The only number which matters at this particular moment, however, is one. This is because Maxwell Shieff was first and foremost one thing—a fashion designer.
In this literature review, I seek to understand Maxwell Shieff’s identity as a fashion designer in relation to the careers of his predecessors, contemporaries, and successors. I aim to historically contextualize Maxwell Shieff and locate a place for him to exist where his legacy can be acknowledged, critically analyzed, and duly acclaimed within the history of twentieth century fashion. I provide such contextualization with the aid of four print sources courtesy of the Davidson College Library.
Material culture experts Valerie Mendes and Amy de la Haye combine forces in Fashion since 1900, a comprehensive survey of fashion history since beginning of the twentieth century. In chapters five and six which detail emerging fashion trends from the end of the second World War to the end of the sixties, Mendes and de la Haye craft a narrative timeline of designers and trends which evolved in response to women’s shifting societal roles. Referencing the new aesthetic potential of the late 1940s, Mendes and de la Haye write, “the end of the war brought the gradual resumption of weekend activities and holidays[3]…designers understood the psychological need for change and were beginning to move away from the boxy wartime profile towards softer, longer lines. Two courtiers were dominant during this period: Christian Dior and Cristobel Balenciaga.”[4] Mendes and de la Haye assert the magnitude of Dior’s debut, writing, “On February 12th 1947 he launched his first—and now legendary—Spring collection.”[5] Mendes and de la Haye offer a vivid description of the show’s exaggerated floral silhouettes: “shoulders were narrow, with gentle, sloping profiles, waists were tiny, pulled in by an undergarment known as a waspie or guepiêre, skirts were enormously full and reached low down the calves.”[6]
The earliest primary source artifact concerning Shieff’s career is a fifteen-minute-long color film recording of a fashion show which took place in Winnipeg in 1946, a year before Dior exhibited his legendary collection to the public. Though blurry, the footage depicts models walking down spot lit runway twirling back and forth in original Shieff-designed garments which bear striking similarities to the garments modelled in Dior’s Spring 1947 collection, which at the time of the Winnipeg show were not yet in existence. With the central goal of establishing a new style of women’s wear in mind, many designers during this period were likely experimenting with similar silhouettes without realizing it. While this is a plausible explanation for the similarities present between Shieff’s 1946 and Dior’s 1947 collections, Shieff’s conception and execution of many elements central to Dior’s “New Look” destabilizes the originality, innovation, and acclaim of Christian Dior and his label. Questions concerning integrity also come into play.

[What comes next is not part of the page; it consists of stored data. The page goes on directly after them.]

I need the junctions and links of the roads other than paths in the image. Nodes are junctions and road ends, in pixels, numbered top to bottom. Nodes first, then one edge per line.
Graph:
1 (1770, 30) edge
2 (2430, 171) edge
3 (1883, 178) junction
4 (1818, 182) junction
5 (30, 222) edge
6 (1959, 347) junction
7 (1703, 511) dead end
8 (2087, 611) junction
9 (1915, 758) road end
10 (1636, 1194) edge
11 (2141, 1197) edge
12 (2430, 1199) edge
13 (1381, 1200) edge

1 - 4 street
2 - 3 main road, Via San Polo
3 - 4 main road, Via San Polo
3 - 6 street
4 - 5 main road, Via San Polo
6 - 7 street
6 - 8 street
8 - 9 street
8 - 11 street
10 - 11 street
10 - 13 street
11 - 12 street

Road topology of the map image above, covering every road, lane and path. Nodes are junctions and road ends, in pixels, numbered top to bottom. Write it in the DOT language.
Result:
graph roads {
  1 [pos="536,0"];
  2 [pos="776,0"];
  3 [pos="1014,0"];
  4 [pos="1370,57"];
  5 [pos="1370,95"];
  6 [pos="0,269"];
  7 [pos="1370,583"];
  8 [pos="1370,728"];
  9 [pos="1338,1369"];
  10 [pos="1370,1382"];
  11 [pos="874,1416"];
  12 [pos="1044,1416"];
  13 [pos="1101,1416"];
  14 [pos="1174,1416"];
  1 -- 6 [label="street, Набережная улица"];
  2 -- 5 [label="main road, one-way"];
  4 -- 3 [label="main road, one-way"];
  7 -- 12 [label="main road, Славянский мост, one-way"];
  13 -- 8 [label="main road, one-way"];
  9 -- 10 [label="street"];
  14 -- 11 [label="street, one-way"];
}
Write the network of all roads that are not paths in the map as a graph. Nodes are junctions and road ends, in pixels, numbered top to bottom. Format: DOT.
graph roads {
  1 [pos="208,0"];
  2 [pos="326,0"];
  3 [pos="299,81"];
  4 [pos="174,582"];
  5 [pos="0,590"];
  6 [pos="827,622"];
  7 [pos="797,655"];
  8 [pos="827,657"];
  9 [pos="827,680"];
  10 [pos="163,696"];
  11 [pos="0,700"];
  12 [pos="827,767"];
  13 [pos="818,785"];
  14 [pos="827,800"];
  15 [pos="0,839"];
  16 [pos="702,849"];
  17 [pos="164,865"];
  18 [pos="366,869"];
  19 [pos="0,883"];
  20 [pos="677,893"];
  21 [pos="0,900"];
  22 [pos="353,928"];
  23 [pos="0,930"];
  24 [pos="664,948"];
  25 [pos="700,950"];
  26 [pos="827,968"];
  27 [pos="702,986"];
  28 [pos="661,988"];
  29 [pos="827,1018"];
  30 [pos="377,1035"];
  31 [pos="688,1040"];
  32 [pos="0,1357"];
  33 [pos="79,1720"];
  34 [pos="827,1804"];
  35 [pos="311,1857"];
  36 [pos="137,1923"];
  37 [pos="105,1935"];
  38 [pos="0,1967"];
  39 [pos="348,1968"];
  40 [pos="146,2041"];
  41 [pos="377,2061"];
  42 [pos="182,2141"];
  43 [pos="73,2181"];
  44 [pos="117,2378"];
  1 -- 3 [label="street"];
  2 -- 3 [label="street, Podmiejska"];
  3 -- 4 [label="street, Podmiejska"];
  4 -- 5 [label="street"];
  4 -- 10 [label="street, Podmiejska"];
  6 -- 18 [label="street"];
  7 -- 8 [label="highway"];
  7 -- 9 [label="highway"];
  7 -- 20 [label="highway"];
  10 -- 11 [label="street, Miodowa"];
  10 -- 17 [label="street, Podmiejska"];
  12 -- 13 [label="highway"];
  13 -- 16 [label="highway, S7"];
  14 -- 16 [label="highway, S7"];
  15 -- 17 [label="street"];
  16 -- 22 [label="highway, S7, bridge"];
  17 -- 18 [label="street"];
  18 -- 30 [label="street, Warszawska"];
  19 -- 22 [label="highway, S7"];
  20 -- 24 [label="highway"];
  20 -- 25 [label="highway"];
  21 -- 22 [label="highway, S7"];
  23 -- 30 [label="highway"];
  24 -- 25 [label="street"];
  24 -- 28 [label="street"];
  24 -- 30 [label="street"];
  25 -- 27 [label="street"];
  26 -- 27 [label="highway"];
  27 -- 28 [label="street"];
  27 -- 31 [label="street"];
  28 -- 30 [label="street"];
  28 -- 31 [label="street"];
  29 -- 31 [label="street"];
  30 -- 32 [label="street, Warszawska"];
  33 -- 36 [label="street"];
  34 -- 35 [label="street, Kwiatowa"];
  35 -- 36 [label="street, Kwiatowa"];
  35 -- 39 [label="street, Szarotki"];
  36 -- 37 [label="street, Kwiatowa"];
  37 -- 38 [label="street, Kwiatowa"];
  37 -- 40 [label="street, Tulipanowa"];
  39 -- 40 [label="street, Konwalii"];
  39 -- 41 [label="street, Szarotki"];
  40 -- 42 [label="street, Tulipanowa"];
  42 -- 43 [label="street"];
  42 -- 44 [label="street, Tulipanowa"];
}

In her essay, “Paul Poiret’s Minaret Style: Originality, Reproduction, and Art in Fashion,” Nancy Troy examines the problem of dishonest reproduction which ran rampant in the fashion industry of the early twentieth century. While major fashion businesses were just beginning to take hold in North America, Paris maintained its status as the fashion capital of the world. Fashion designers and their assistants often functioned as liaisons of inspiration during this time and travelled back and forth between North America and Europe, attending fashion shows and recording notes, photographs, film footage and other bits of inspiration intended to boost their own businesses in their home countries. Hattie Carnegie, with whom Maxwell Shieff worked as an apprentice in New York City during the 1930’s[7], was one such liaison. According to Mendes and de la Haye, who offer a scant history on the elusive accessory-designer, Carnegie employed Norman Norell as an assistant in the late 1930’s, possibly at the same time at which she was working with Shieff. Norell traveled to Paris with Carnegie and gleaned a comprehensive knowledge of French haute couture before strategically leaving Carnegie in 1940 to start his own label.[8]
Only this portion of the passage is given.